The expected result is the segment of the entries that begins with the line containing "For a GIS import: Convert" and ends with the last line, copied verbatim.
+ + + + + + +
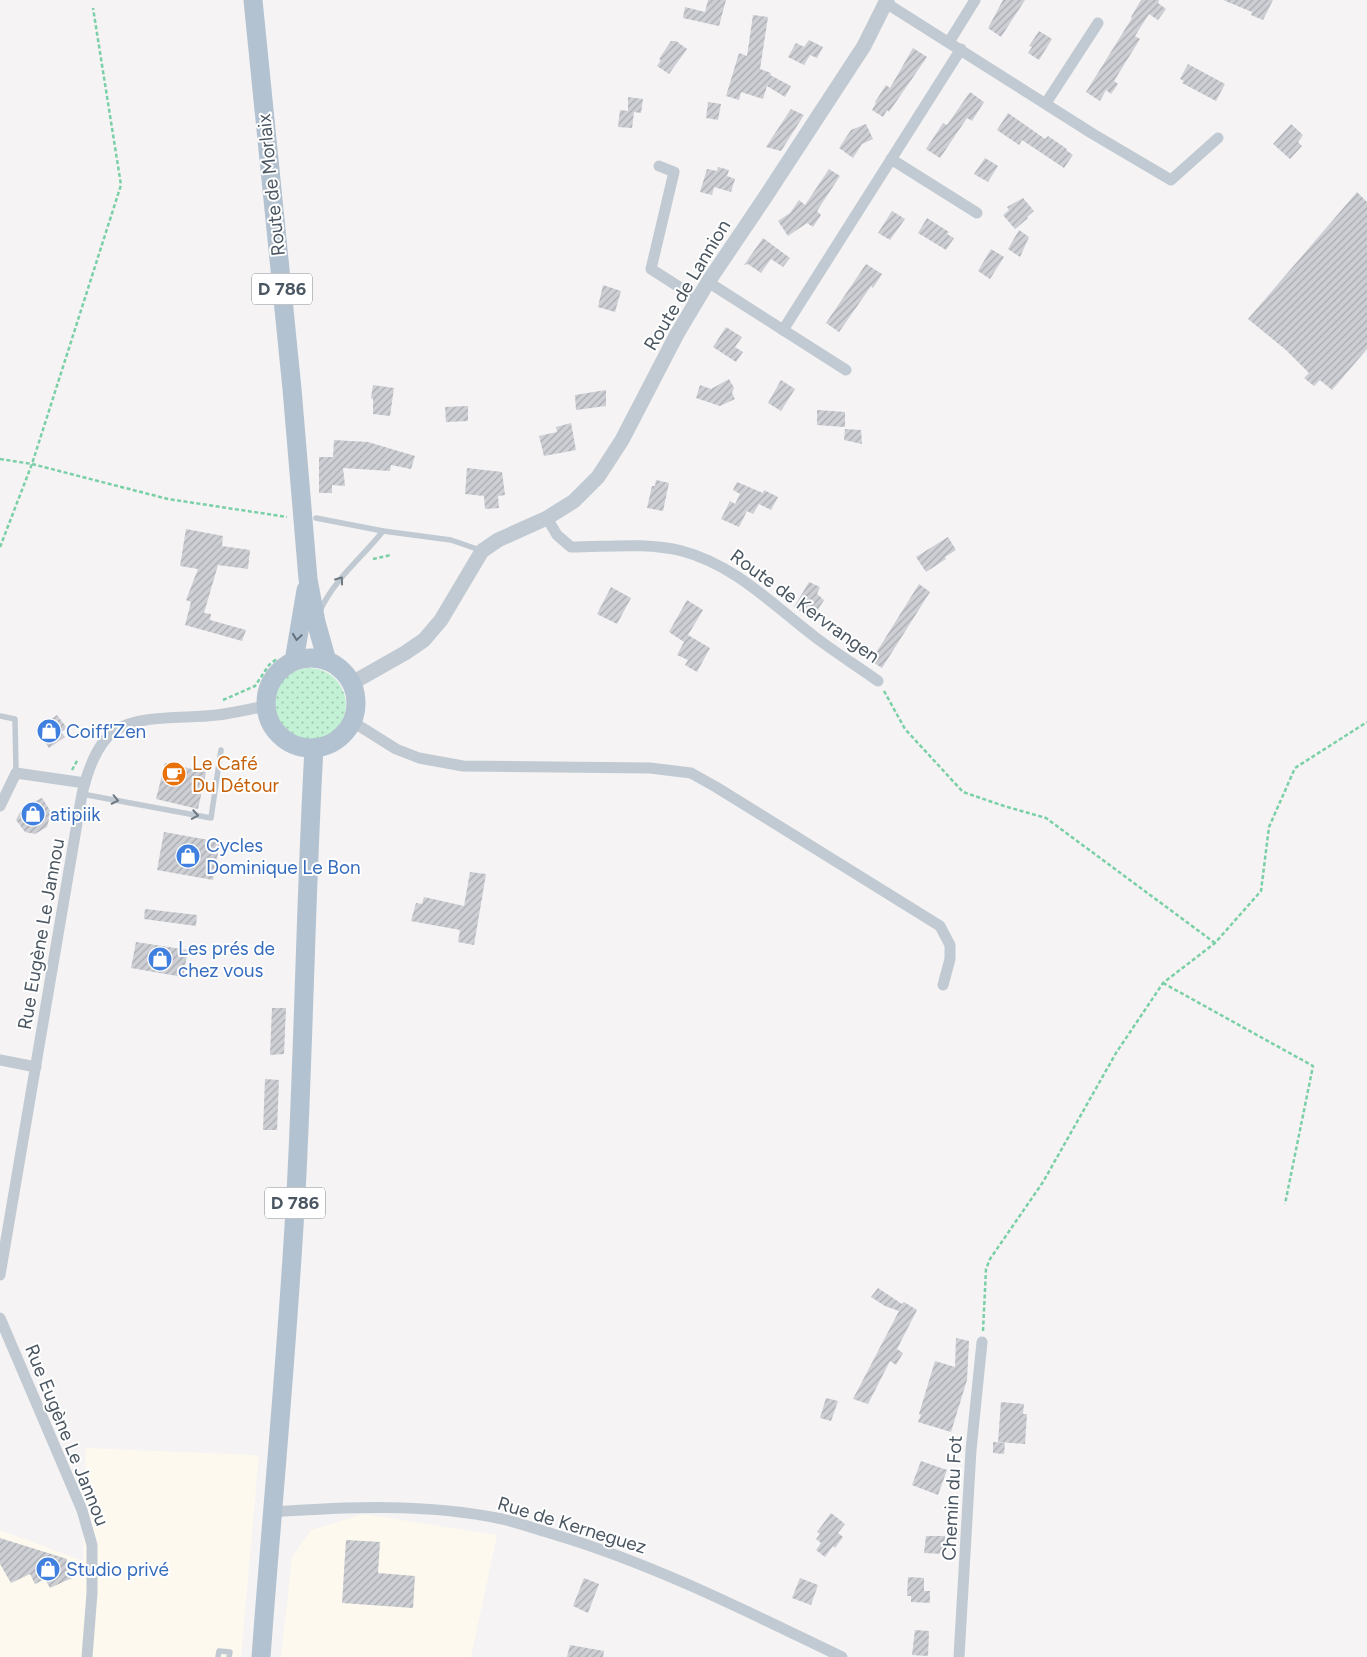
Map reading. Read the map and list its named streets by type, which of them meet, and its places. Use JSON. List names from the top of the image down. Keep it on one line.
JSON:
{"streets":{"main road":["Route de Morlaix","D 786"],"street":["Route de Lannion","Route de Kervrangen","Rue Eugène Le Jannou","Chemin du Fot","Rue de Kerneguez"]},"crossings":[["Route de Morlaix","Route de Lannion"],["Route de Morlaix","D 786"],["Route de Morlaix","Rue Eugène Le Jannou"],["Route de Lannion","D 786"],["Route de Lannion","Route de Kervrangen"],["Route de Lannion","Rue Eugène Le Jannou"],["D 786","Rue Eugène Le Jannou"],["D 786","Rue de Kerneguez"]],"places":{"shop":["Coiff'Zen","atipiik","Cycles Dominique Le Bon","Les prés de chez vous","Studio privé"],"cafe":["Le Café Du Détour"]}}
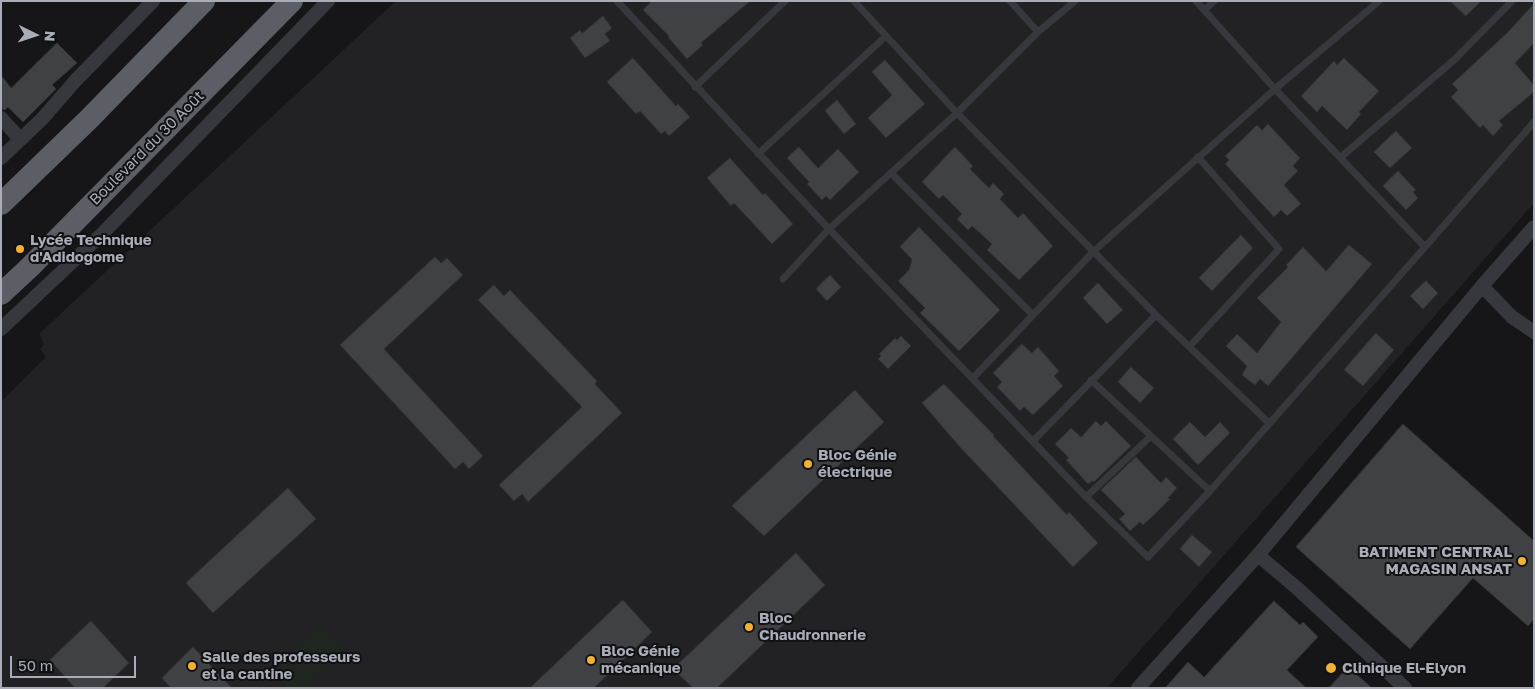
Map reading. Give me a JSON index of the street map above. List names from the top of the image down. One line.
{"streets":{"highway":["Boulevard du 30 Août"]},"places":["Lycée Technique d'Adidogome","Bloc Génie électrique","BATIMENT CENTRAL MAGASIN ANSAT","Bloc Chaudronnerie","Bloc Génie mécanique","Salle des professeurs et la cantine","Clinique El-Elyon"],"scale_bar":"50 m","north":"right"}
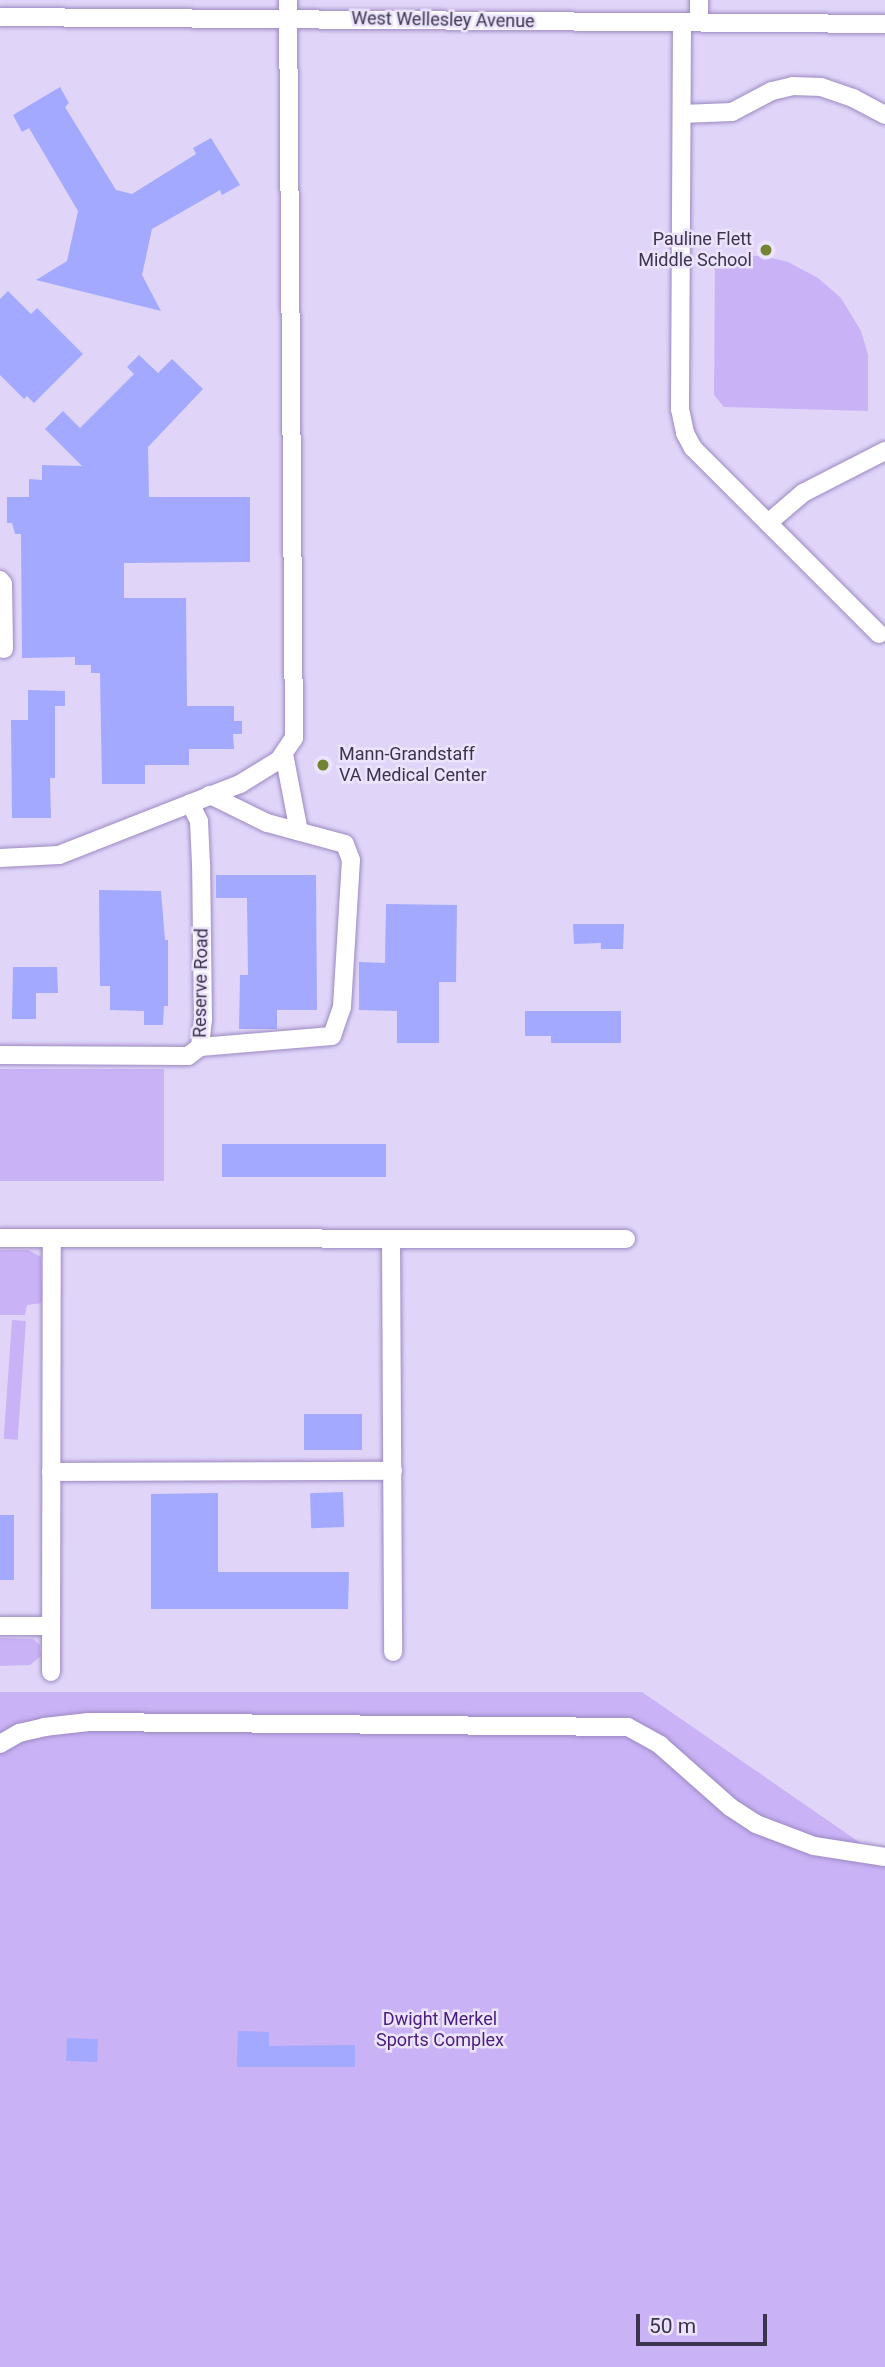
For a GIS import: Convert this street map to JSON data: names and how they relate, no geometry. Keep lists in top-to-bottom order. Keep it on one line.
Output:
+ + + + + + +
# Solution
For a GIS import: Convert this street map to JSON data: names and how they relate, no geometry. Keep lists in top-to-bottom order. Keep it on one line.
Output:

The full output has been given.